How to select the universities included in a university ranking?
In the 2014 edition of the Leiden Ranking, Rockefeller University in New York was ranked first based on its percentage of highly cited publications. Surprisingly, the same university was not included anymore in the Leiden Ranking 2015. How is it possible to be ranked first in one year and not to be ranked at all in the next year? The explanation turns out to be that in 2015 Rockefeller University no longer belonged to the 750 universities worldwide with the largest number of publications in the Web of Science database. This is not because Rockefeller University was publishing less, but because it was surpassed by other universities that had increased their publication output at a faster rate. We feel that the exclusion of Rockefeller University in 2015 is an unfortunate and undesirable effect of the restriction of previous editions of the Leiden Ranking to the 750 universities worldwide with the largest Web of Science publication output.
From a practical perspective, only a limited number of universities can be included in the Leiden Ranking. At the same time, it is important to be clear about the criteria for inclusion in the ranking. In order to prevent universities from suddenly disappearing from the Leiden Ranking, in the 2016 edition of the ranking we have changed the criteria for selecting the universities to be included in the ranking. Instead of having a fixed number of 750 universities, we have chosen to include all universities worldwide whose Web of Science indexed publication output is above a certain threshold. In 2015, universities needed to have somewhat more than 1000 publications to be included in the ranking. Based on this, in 2016 we have chosen to require universities to have at least 1000 publications in the period 2011–2014. This has resulted in the selection of 842 universities from 53 different countries.
We believe that our new approach for selecting universities is simple, consistent, and transparent. However, using this new approach, it is important to be aware that most likely the number of universities will increase in each of the next editions of the Leiden Ranking. This is because each year one can expect there to be more universities meeting the criterion of having at least 1000 publications in a four-year time period. Comparing absolute ranking positions between different editions of the Leiden Ranking will therefore become less meaningful. This in fact supports our general idea that users of our ranking should focus not on the ranking positions of universities but on the underlying indicator values. As explained elsewhere, this is one of the core ideas of the Leiden Ranking 2016.
We hope that we have been able to provide some insight into the challenging issues related to the identification and selection of universities for a global university ranking. For many of these issues, no perfect solution exists. Any solution inevitably represents a trade-off between different objectives, and any solution involves a certain degree of arbitrariness.

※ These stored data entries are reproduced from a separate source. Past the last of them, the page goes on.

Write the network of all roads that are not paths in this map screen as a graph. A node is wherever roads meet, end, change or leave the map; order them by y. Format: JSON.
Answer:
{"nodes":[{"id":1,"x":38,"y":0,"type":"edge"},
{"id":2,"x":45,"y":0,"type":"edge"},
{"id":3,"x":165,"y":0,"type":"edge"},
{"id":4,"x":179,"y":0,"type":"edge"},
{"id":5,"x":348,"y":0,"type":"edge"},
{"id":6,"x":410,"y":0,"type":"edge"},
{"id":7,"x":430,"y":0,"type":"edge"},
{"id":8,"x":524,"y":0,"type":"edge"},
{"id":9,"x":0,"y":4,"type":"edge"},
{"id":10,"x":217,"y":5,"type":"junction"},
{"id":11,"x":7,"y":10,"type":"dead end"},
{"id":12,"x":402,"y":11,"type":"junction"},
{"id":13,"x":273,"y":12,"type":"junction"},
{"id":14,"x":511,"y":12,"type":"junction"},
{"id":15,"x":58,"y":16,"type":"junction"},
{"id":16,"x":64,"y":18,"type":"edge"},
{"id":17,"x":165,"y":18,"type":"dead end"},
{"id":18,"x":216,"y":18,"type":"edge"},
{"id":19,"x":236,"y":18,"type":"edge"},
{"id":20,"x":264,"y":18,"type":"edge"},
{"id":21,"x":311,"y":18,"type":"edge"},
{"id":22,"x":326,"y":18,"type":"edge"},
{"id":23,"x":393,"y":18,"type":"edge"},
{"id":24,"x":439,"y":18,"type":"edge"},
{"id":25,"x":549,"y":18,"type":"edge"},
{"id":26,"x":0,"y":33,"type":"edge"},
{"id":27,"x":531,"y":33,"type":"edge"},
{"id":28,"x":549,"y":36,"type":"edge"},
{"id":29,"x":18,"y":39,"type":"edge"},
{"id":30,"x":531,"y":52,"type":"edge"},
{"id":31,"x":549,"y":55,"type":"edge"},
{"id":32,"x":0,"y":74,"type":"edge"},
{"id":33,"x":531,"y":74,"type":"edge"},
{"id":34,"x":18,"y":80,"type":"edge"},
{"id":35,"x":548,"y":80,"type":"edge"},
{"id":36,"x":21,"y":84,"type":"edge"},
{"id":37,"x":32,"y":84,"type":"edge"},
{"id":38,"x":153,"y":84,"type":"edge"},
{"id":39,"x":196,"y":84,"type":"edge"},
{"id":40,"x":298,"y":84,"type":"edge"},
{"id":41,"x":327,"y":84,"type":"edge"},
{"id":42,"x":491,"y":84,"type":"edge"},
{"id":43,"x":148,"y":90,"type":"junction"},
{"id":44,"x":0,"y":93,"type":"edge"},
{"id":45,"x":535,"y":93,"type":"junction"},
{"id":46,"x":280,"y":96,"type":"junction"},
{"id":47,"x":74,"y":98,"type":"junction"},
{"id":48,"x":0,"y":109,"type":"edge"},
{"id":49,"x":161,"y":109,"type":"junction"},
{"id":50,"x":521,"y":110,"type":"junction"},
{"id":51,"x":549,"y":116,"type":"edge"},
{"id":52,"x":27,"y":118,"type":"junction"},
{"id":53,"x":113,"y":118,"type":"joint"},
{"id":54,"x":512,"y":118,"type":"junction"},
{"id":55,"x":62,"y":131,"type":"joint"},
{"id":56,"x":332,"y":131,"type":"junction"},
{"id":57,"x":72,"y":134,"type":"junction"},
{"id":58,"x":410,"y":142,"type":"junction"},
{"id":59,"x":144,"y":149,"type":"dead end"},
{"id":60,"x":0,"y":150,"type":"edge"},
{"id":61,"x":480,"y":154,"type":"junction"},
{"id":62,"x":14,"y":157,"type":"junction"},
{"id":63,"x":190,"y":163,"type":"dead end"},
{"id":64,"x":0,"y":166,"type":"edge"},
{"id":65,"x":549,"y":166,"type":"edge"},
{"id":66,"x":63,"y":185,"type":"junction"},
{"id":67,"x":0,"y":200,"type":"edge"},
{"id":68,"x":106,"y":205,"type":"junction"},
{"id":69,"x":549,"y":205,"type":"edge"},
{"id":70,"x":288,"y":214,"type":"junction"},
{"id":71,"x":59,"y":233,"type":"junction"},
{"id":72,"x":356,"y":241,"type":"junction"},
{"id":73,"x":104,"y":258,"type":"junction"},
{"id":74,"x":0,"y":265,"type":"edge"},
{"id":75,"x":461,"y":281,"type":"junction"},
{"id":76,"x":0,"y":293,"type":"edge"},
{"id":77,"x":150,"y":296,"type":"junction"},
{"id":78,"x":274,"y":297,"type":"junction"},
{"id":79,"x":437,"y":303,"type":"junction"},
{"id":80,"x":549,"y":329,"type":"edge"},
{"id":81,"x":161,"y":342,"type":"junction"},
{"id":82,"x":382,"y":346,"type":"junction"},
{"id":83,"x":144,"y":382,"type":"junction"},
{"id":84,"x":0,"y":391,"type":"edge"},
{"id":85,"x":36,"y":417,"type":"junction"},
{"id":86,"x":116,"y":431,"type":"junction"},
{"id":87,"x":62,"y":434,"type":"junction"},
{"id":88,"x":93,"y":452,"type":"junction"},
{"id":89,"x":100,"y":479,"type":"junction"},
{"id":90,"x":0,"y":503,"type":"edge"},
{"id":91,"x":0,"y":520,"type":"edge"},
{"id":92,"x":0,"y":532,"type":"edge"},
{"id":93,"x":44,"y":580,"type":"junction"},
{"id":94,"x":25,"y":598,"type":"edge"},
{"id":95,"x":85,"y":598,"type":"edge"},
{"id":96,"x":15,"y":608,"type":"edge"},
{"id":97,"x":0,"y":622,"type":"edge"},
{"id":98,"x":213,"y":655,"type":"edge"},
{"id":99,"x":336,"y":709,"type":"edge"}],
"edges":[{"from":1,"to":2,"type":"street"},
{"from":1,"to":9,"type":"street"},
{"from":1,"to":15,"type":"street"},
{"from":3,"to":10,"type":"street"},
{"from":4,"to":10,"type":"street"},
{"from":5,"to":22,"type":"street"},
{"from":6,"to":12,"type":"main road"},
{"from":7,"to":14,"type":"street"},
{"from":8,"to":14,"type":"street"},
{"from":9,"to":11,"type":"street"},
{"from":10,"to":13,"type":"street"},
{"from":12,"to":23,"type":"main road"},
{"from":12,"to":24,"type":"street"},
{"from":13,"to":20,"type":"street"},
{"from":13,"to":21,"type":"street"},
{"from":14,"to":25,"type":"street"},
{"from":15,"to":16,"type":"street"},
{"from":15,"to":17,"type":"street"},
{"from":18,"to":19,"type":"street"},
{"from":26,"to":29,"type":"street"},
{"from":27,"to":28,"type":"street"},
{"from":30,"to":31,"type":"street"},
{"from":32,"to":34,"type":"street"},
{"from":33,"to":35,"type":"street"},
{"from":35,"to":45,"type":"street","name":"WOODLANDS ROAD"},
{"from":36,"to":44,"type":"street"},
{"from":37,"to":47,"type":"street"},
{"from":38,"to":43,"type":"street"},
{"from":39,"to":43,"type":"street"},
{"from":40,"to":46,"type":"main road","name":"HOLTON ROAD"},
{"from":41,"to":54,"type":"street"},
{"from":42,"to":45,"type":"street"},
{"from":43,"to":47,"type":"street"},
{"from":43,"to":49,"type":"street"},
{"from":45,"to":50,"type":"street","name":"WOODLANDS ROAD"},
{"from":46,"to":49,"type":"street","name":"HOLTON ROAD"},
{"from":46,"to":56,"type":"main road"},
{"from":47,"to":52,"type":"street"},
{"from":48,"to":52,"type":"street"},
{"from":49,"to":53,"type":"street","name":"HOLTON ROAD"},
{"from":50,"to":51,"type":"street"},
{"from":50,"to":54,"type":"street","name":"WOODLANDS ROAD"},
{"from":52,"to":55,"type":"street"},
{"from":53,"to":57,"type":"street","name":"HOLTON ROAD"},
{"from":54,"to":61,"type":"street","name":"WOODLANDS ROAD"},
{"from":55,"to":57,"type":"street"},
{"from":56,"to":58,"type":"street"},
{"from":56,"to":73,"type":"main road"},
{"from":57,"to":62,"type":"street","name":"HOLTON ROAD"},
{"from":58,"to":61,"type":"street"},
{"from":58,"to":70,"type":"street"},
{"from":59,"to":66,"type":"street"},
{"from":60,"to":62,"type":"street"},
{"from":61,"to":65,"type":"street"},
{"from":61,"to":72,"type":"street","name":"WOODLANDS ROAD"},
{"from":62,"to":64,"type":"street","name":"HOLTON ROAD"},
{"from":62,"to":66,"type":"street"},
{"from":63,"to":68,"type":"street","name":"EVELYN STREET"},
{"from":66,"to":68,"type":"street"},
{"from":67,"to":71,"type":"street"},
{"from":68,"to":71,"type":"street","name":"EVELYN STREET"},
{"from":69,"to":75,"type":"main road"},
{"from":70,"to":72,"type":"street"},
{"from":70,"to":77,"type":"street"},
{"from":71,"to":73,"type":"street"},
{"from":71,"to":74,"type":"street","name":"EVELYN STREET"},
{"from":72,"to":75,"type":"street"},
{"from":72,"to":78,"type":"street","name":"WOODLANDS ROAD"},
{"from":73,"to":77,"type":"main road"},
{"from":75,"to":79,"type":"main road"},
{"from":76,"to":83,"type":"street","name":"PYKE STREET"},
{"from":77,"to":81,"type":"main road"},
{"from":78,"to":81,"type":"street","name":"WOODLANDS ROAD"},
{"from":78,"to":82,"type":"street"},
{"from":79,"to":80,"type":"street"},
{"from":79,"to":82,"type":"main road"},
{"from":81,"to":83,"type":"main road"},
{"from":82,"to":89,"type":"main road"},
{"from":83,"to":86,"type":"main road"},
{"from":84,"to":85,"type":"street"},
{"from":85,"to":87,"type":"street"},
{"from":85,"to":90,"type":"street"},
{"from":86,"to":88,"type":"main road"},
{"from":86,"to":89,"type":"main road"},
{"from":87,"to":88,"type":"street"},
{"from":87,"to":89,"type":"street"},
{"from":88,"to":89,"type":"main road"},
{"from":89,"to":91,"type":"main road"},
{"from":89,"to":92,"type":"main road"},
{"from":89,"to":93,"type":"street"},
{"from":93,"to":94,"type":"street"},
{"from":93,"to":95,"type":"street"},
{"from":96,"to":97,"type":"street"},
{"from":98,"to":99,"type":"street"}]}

When two university rankings provide different rankings of universities, we usually expect this to be due to differences in the indicators used by the rankings. However, an equally likely explanation is that the rankings take different approaches to the identification and selection of universities. Unfortunately, most university rankings provide little or no information on the approach they take to identify universities, making it extremely difficult to understand the consequences of the methodological choices they make. We believe there is a strong need for university rankings to be more open and transparent about their methodological foundations.